My main thought is that Young does not identify and contradict the orthodoxies of contemporary poetry as much as I had hoped. He uses John Ashbery as the signal quote of the book, of course. He presents Ashbery from an essay called The Invisible Avant-Garde saying that the reckless makes experimental art beautiful. I agree, but even the most formal art is reckless in conception, or idea, or on some level, or it fails.

Then he quotes Ashbery going on to say, with the soft-headedness that has characterized him and his followers all too often: "Religions are beautiful because of the strong possibility that they are founded on nothing." Well, if you mean by "nothing" our fear of death, our need for order, our desire to be known, loved, our lust for the absolute, and lots more, then sure, religions are founded on nothing. Those words betray so much naïvete and thin thinking that I'm grateful to Ashbery for having demonstrated his failure to grasp the world outside his nonsensical aesthetic.

I have no love for religion, and no love for poetry that cedes ground to it.

The strong possibility is that Ashbery's poetry is founded on nothing.
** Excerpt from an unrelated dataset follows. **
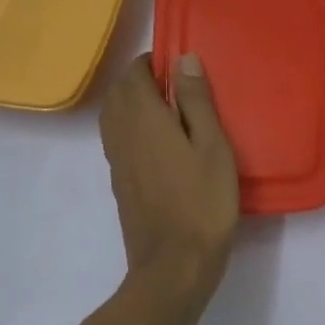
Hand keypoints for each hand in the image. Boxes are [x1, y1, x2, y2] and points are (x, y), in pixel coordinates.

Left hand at [100, 53, 239, 304]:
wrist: (173, 265)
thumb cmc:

What amazes me is that Young and others like him (Tim Liu, Elisa Gabbert, Rauan Klassnik, David Berman) have emerged from that wreck and done so much. More on this soon.

Sunday, February 28, 2010

Reality Hunger by David Shields

Reading bits of Reality Hunger, and haven't finished it yet. A couple of things so for have surprised me. He says:

"The Bachelor tells us more about the state of unions than any romantic comedy could dream of telling us."
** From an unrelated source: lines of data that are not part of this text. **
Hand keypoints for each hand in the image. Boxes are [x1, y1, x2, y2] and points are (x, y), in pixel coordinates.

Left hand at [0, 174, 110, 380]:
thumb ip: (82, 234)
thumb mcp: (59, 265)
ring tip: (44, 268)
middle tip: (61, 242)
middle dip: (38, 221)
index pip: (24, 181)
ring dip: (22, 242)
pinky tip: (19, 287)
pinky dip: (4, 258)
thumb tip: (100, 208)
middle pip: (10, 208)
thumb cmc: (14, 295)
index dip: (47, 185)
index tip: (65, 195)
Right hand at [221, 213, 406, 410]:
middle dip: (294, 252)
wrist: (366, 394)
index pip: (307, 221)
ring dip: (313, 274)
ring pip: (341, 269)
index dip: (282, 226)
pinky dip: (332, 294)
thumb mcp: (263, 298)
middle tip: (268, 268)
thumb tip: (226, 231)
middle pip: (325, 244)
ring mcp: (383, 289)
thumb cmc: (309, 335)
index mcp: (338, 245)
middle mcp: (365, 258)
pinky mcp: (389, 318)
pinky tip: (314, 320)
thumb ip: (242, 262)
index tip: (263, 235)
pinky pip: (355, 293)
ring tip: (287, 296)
That's sort of like saying candy corn is unfathomably more nutritious than cotton candy. But I think it's quite a bit more wrong. Shields is saying no one can make another Annie Hall, I guess. That these days love has changed enough that our best pop cultural authority on it is a game show that is reality-based only in name? Sounds like he's torturing an argument to conform to his thesis.

Then he says the origin of storytelling is the Indian Vedas of 1400 B.C. I guess he is excluding oral storytelling. And cave painting. What about the Quipu of the Incas and Tartaria tablets?

Still I like the style and intent of the book. To jolt us awake in our consideration of reality as it's represented.

Saturday, February 13, 2010

Are you checking out the new DeLillo?

I am reading so many things right now I'm not sure if I can squeeze in Point Omega.

I didn't like Cosmopolis, the last one of his that I read. When I like DeLillo, he's making the world seem more real than it normally does to me: White Noise, parts of Underworld. Cosmopolis suffered from, I think, its head-on confrontation with a city that has resisted the Joycean program ever since imitators started trying to Ulysses-ize New York.

I suppose I should give Omega a chance. I fear polemic on the Iraq War and the right wing, both targets deserving of as sharp a critique as we can muster.